# ebook reader (iLiad) on ebay



## Anne Lyle (Jul 24, 2010)

I don't know if it's within forum rules to post this - if not, moderators are welcome to delete the thread.

I just put my iRex iLiad on ebay, as I want to replace it with something smaller and lighter. It's in excellent condition (one careful lady owner!) and I've set a competitive starting price on bids, though there's also a 'Buy it now' option.

iRex iLiad ebook reader (v2) - UK/US compatible on eBay (end time 31-Jul-10 10:35:38 BST)

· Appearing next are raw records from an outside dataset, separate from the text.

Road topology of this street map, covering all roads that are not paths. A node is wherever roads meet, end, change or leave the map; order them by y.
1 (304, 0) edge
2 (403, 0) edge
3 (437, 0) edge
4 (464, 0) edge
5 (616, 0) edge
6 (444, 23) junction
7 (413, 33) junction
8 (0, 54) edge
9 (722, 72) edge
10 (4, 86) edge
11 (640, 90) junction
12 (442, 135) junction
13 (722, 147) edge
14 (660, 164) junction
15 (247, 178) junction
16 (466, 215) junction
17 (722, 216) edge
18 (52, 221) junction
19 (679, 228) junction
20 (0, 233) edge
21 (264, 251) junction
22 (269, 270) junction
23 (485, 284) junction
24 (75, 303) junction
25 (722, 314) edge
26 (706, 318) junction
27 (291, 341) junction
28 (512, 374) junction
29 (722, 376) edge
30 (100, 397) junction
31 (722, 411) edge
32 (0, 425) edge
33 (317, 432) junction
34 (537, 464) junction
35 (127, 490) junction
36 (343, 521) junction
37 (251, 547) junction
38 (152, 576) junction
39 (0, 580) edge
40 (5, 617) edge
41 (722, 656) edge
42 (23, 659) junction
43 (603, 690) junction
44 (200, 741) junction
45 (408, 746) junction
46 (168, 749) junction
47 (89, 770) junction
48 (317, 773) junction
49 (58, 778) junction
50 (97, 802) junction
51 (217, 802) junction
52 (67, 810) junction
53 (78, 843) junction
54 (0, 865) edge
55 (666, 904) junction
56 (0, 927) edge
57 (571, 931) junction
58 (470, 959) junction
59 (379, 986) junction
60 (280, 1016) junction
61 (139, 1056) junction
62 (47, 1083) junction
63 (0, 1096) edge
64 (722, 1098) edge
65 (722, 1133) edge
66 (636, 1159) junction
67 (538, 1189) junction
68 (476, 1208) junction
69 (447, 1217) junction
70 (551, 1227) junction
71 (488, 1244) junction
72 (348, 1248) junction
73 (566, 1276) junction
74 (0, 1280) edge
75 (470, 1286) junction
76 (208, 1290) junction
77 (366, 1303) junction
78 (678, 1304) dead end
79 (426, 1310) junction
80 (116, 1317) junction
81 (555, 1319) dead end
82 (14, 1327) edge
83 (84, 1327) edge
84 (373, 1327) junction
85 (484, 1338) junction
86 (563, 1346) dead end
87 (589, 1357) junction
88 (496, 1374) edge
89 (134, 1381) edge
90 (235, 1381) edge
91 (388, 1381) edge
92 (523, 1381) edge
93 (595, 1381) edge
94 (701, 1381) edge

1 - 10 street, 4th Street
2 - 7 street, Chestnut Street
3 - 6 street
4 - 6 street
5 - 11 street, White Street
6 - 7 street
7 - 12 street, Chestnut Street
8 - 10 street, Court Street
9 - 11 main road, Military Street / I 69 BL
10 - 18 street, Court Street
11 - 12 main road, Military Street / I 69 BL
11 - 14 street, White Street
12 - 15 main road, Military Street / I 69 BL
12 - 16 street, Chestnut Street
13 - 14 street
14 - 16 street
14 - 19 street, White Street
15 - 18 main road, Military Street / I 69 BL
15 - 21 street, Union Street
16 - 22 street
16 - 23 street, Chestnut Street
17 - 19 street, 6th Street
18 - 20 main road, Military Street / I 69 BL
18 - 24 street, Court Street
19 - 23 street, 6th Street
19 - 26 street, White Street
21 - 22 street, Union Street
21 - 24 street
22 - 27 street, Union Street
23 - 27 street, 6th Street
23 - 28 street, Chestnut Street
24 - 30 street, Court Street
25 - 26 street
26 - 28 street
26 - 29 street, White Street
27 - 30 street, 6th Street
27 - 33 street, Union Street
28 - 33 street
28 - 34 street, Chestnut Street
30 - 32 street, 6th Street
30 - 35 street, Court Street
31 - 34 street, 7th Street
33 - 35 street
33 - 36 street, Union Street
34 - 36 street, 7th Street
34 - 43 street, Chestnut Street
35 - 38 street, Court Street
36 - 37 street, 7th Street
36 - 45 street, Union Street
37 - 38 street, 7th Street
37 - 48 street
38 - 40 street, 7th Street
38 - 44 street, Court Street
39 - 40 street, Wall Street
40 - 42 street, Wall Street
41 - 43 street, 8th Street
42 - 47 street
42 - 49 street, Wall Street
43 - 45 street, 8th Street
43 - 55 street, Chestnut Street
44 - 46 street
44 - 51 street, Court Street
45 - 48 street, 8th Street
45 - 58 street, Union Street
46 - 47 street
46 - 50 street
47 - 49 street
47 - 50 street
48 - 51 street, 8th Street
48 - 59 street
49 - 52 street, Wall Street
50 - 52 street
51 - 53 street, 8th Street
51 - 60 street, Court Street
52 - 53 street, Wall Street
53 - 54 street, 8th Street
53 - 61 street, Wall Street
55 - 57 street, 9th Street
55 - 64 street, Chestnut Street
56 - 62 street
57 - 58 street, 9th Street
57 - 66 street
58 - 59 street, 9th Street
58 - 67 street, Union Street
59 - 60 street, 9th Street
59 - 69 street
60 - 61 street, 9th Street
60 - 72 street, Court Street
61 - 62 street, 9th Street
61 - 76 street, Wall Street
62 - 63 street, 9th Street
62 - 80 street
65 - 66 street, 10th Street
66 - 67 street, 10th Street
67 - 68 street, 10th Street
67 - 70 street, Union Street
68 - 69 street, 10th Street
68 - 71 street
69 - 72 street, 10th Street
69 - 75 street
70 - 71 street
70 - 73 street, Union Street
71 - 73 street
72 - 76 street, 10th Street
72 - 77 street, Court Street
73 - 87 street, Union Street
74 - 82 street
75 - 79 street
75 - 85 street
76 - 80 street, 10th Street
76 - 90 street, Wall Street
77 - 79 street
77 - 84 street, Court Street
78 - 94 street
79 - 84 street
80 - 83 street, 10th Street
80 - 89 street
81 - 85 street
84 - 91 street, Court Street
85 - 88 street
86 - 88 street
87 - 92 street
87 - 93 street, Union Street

It's a great device, with lots of hacking potential if you're into that sort of thing (it runs on top of Linux and there's a thriving developer community over on mobileread.com), but perfectly user-friendly if you just want a fully-featured ebook reader at a bargain price.


----------



## Vertigo (Jul 24, 2010)

Well I guess you sold that quick


----------



## Anne Lyle (Jul 24, 2010)

Yep - went out to see "Hamlet", came back to find it gone!


----------



## Ursa major (Jul 24, 2010)

Give the lady a cigar....


----------



## Anne Lyle (Jul 24, 2010)

I'd rather have a shiny new BeBook Neo 

EDIT - groan! I just got the joke...


----------